═══ MATERIAL FOR THIS EXERCISE ═══

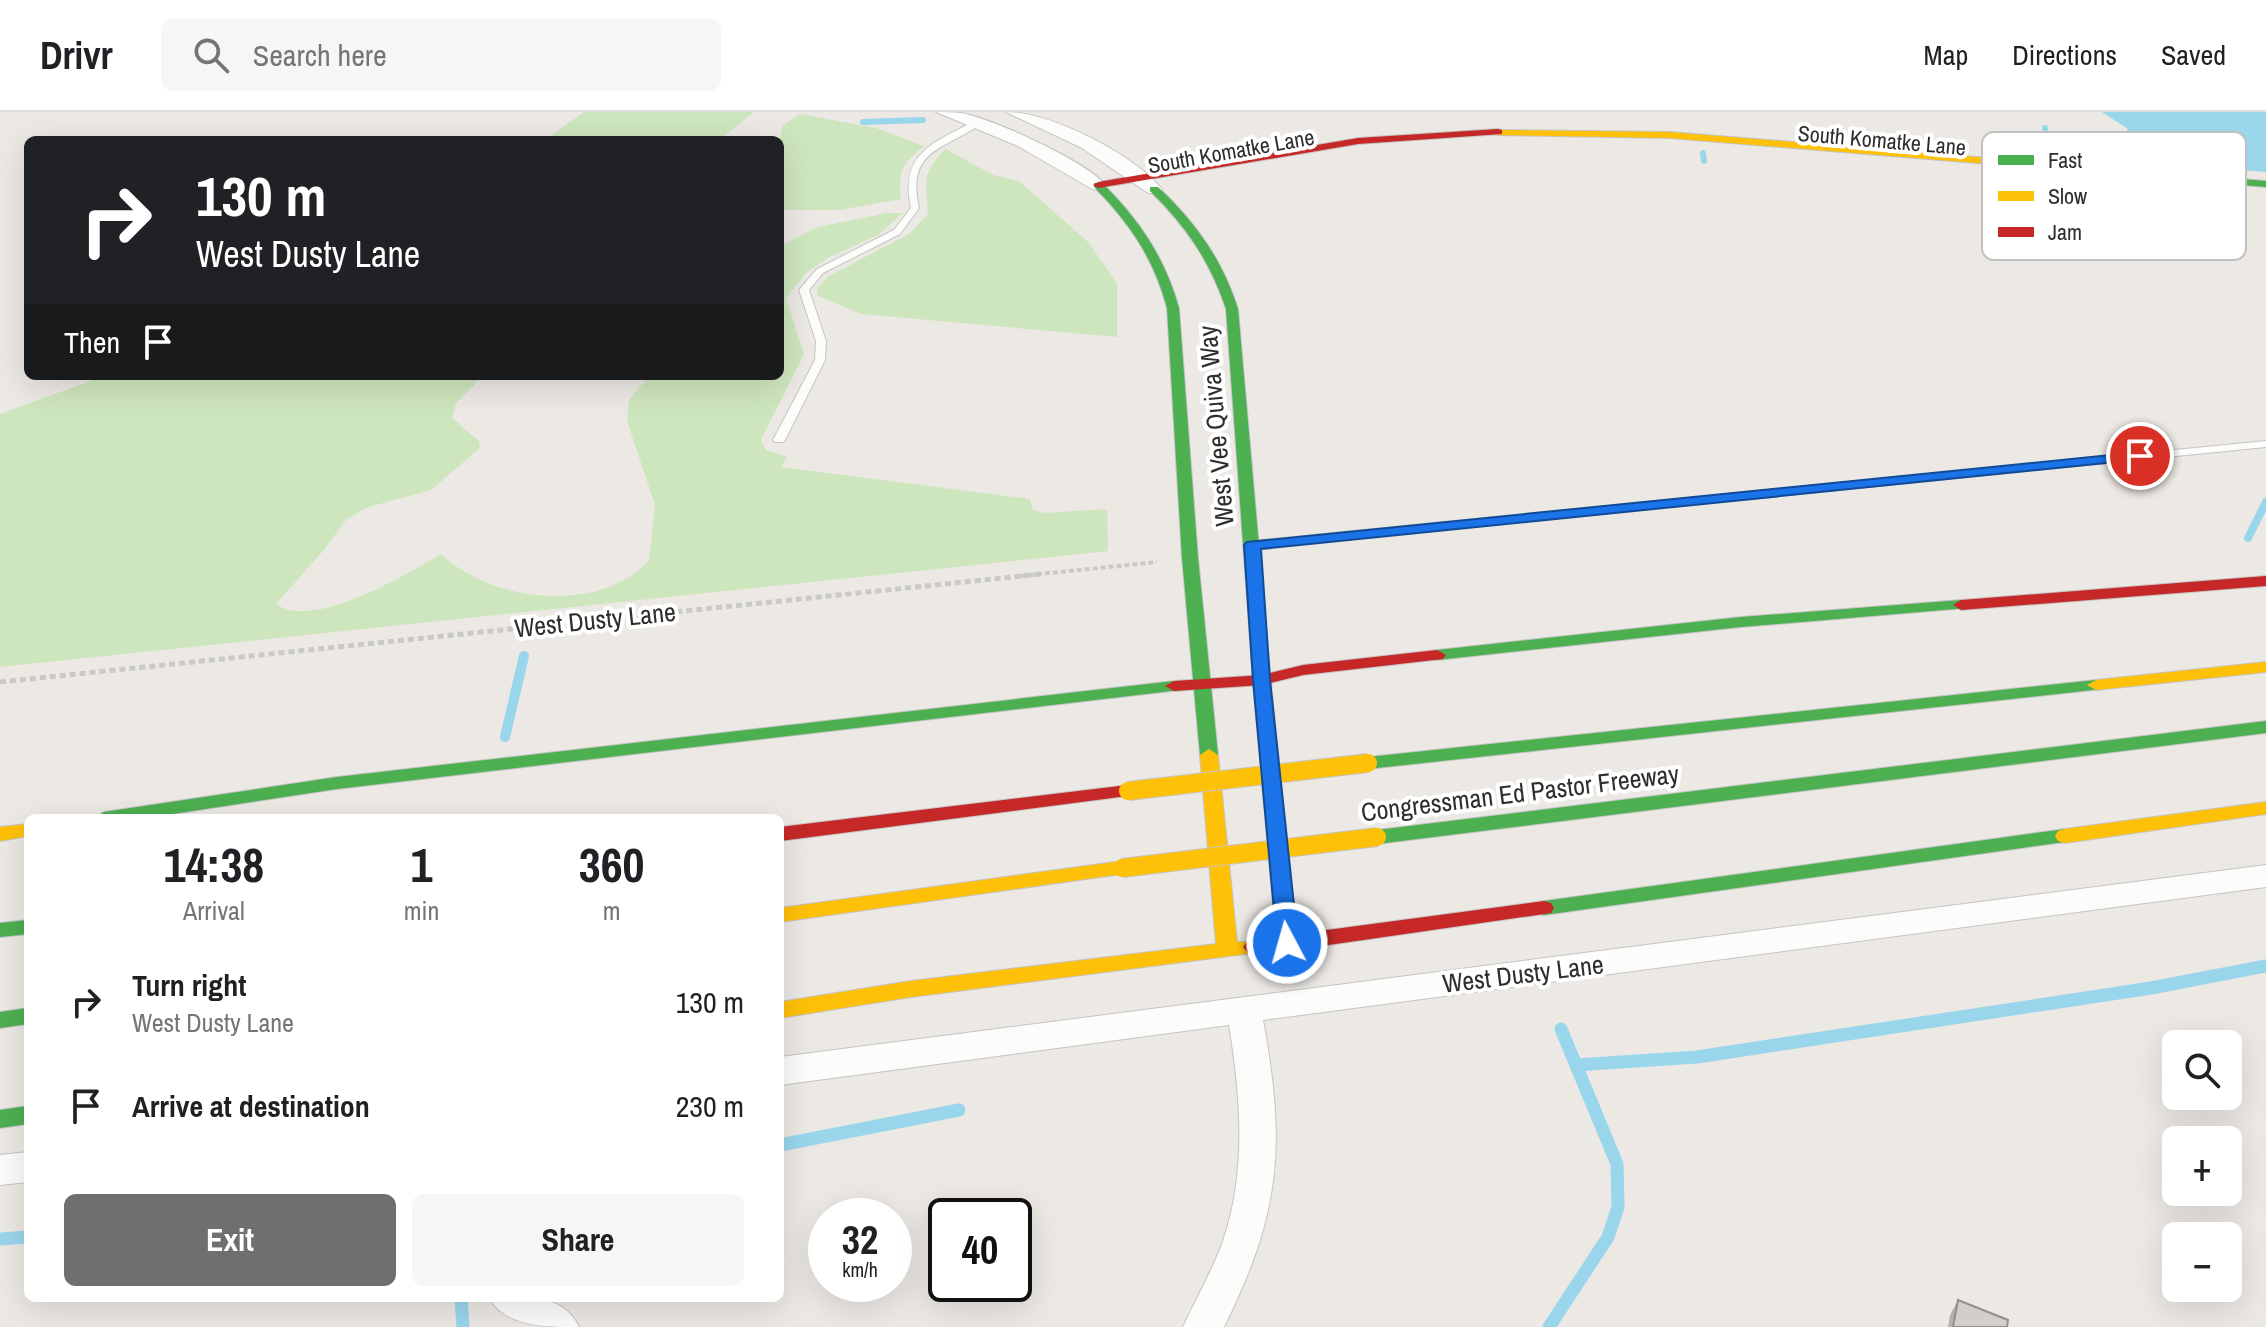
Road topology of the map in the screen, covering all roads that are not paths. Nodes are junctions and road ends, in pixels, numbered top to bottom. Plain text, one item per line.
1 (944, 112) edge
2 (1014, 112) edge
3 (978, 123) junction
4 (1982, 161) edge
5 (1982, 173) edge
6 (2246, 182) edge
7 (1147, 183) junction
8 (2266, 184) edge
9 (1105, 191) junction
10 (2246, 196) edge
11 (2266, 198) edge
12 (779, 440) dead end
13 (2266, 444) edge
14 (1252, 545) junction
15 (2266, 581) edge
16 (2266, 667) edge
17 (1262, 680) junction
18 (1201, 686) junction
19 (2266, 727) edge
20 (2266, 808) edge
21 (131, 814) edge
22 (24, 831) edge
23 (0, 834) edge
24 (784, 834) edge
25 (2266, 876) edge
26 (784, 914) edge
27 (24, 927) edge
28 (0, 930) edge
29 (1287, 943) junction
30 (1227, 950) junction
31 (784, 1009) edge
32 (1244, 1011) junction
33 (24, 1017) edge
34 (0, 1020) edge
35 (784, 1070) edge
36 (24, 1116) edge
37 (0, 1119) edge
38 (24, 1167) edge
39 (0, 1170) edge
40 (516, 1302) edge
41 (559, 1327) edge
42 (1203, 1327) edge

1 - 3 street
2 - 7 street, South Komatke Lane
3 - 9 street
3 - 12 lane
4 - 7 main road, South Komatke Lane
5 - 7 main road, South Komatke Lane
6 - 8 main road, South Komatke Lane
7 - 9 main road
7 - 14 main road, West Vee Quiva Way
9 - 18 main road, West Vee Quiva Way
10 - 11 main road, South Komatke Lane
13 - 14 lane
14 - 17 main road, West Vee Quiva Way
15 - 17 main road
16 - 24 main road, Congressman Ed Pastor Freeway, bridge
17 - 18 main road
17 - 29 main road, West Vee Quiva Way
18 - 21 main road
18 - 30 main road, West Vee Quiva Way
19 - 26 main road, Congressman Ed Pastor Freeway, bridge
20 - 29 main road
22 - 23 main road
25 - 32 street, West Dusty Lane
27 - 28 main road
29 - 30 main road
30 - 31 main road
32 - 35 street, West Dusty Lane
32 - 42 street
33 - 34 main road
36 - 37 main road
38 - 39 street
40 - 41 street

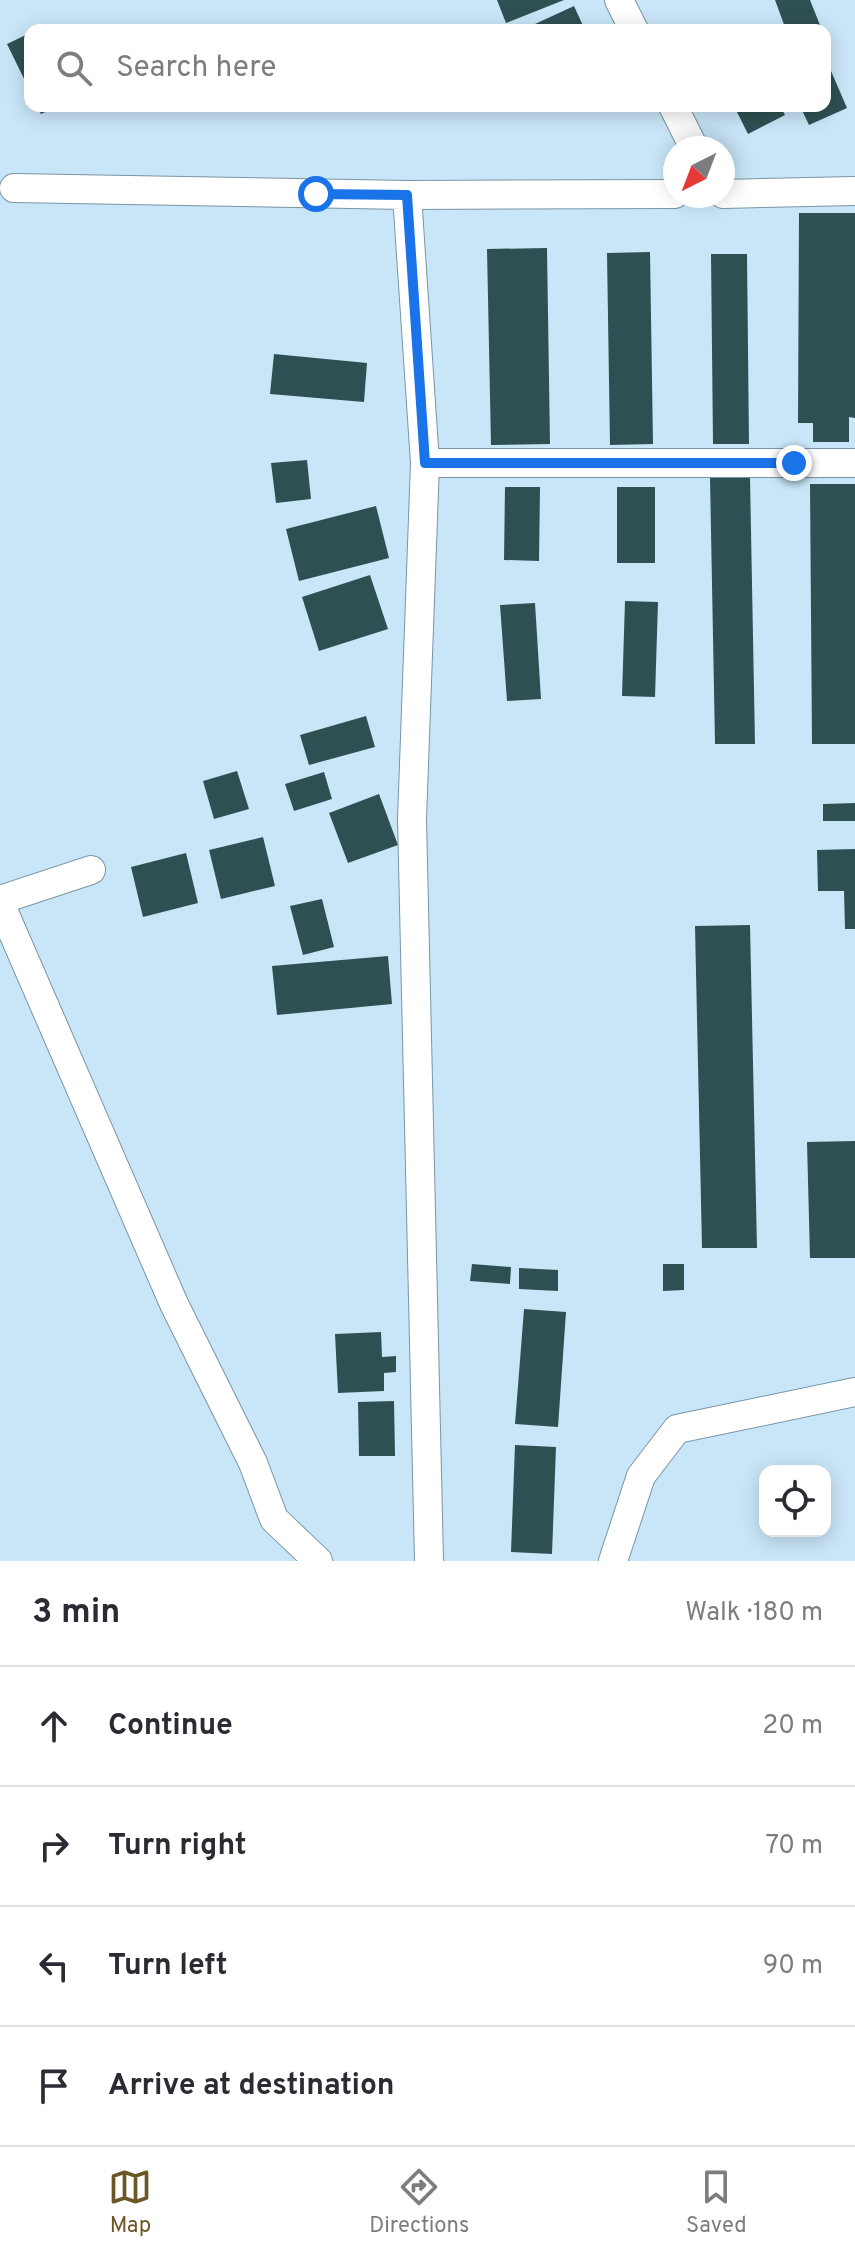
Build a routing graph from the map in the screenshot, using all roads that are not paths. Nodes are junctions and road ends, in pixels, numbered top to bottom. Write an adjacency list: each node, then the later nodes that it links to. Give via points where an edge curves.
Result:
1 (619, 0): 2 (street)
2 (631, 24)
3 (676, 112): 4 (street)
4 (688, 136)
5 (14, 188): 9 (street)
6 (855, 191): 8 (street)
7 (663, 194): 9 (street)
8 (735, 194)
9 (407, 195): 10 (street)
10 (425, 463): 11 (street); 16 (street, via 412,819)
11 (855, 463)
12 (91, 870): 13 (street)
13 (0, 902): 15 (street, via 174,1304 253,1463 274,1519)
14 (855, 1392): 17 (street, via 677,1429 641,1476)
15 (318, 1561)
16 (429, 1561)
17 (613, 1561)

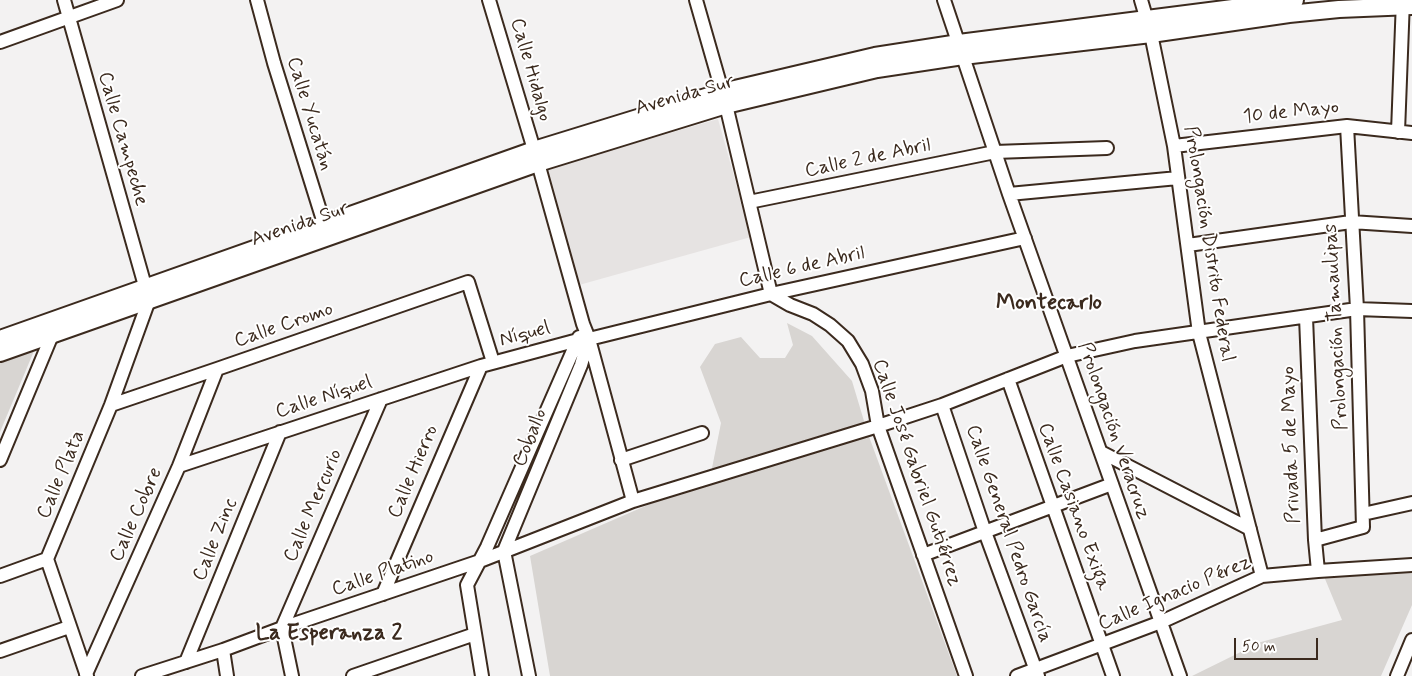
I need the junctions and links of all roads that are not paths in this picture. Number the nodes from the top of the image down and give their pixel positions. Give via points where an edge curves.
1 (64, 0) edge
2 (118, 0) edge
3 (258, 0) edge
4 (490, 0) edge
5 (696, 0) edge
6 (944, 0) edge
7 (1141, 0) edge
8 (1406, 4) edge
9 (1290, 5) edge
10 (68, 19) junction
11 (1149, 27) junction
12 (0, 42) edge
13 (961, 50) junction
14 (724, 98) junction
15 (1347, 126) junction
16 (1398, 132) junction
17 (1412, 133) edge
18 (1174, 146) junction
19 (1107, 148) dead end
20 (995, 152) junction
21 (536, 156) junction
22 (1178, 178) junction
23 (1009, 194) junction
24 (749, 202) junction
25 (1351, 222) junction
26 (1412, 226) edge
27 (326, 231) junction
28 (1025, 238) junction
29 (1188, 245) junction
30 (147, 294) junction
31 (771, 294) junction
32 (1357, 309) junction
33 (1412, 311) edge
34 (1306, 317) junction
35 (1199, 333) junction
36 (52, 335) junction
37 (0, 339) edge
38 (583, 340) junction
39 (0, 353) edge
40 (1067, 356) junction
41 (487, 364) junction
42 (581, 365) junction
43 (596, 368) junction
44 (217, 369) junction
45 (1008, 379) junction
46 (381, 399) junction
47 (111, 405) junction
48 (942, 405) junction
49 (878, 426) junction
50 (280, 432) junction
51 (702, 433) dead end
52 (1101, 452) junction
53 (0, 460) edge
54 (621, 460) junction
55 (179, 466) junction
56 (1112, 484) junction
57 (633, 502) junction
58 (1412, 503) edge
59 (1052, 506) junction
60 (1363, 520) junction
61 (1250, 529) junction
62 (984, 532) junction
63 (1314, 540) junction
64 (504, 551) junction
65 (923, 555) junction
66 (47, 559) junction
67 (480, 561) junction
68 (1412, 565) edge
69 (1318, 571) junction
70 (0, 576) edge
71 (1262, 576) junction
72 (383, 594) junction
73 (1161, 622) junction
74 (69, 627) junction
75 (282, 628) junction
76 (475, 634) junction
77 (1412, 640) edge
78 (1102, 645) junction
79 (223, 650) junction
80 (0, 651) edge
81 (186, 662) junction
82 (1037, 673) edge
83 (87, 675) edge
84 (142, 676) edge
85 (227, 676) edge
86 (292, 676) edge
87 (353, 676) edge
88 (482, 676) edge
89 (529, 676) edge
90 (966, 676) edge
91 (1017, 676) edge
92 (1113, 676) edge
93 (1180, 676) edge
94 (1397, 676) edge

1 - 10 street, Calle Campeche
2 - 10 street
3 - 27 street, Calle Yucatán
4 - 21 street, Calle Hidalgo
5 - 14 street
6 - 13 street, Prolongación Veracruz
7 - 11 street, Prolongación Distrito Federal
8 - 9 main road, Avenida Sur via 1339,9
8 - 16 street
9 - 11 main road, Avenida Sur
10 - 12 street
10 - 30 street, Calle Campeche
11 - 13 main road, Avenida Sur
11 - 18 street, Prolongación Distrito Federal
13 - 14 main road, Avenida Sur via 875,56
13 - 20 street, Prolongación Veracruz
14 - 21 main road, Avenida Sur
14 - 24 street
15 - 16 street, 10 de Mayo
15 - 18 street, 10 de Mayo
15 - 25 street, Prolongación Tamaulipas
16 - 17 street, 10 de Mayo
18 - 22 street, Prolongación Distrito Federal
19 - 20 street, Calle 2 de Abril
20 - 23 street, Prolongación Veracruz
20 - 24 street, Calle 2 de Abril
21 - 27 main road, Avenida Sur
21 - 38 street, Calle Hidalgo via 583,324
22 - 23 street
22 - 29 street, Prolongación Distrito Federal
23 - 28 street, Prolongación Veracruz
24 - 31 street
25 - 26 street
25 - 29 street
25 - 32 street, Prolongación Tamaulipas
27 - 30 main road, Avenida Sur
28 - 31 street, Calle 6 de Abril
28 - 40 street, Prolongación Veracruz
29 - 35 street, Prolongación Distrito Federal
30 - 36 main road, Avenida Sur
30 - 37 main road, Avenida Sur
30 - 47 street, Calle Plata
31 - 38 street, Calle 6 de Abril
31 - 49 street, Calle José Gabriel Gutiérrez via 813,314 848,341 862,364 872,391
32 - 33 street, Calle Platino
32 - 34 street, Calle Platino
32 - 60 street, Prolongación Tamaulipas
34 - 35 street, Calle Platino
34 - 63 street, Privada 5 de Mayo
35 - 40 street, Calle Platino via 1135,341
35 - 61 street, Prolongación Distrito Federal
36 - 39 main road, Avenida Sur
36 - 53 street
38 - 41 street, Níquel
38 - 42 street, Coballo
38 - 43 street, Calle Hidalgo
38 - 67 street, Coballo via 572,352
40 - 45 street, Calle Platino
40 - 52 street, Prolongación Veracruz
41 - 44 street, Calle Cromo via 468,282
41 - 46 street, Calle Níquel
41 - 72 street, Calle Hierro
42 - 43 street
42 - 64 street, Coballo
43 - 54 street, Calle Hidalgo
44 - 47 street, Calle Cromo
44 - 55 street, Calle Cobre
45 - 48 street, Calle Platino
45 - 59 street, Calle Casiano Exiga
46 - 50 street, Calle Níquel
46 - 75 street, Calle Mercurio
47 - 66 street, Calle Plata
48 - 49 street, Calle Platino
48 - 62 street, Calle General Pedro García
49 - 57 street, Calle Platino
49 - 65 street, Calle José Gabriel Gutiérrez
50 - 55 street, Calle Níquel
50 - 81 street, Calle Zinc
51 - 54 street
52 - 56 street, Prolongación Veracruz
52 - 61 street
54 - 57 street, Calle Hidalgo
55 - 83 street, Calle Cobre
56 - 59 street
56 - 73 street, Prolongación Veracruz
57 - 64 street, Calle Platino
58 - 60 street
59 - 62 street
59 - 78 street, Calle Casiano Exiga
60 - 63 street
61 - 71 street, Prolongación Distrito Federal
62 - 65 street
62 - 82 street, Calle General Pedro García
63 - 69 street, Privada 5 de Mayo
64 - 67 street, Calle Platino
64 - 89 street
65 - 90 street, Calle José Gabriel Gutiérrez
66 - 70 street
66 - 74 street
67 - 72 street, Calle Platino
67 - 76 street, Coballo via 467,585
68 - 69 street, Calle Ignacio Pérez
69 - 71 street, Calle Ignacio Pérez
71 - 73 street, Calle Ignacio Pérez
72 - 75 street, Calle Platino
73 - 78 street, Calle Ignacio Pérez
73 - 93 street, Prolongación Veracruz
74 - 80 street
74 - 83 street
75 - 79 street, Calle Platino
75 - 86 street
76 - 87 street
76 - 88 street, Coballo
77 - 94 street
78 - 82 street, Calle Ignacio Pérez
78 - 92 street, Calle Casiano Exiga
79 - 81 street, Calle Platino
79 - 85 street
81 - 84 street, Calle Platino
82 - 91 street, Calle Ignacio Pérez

═══

[WORK INSTRUCTIONS]
Check each line of the entries for "Tamaulipas" and copy those that have it.

[WRITTEN SOLUTION]
15 - 25 street, Prolongación Tamaulipas
25 - 32 street, Prolongación Tamaulipas
32 - 60 street, Prolongación Tamaulipas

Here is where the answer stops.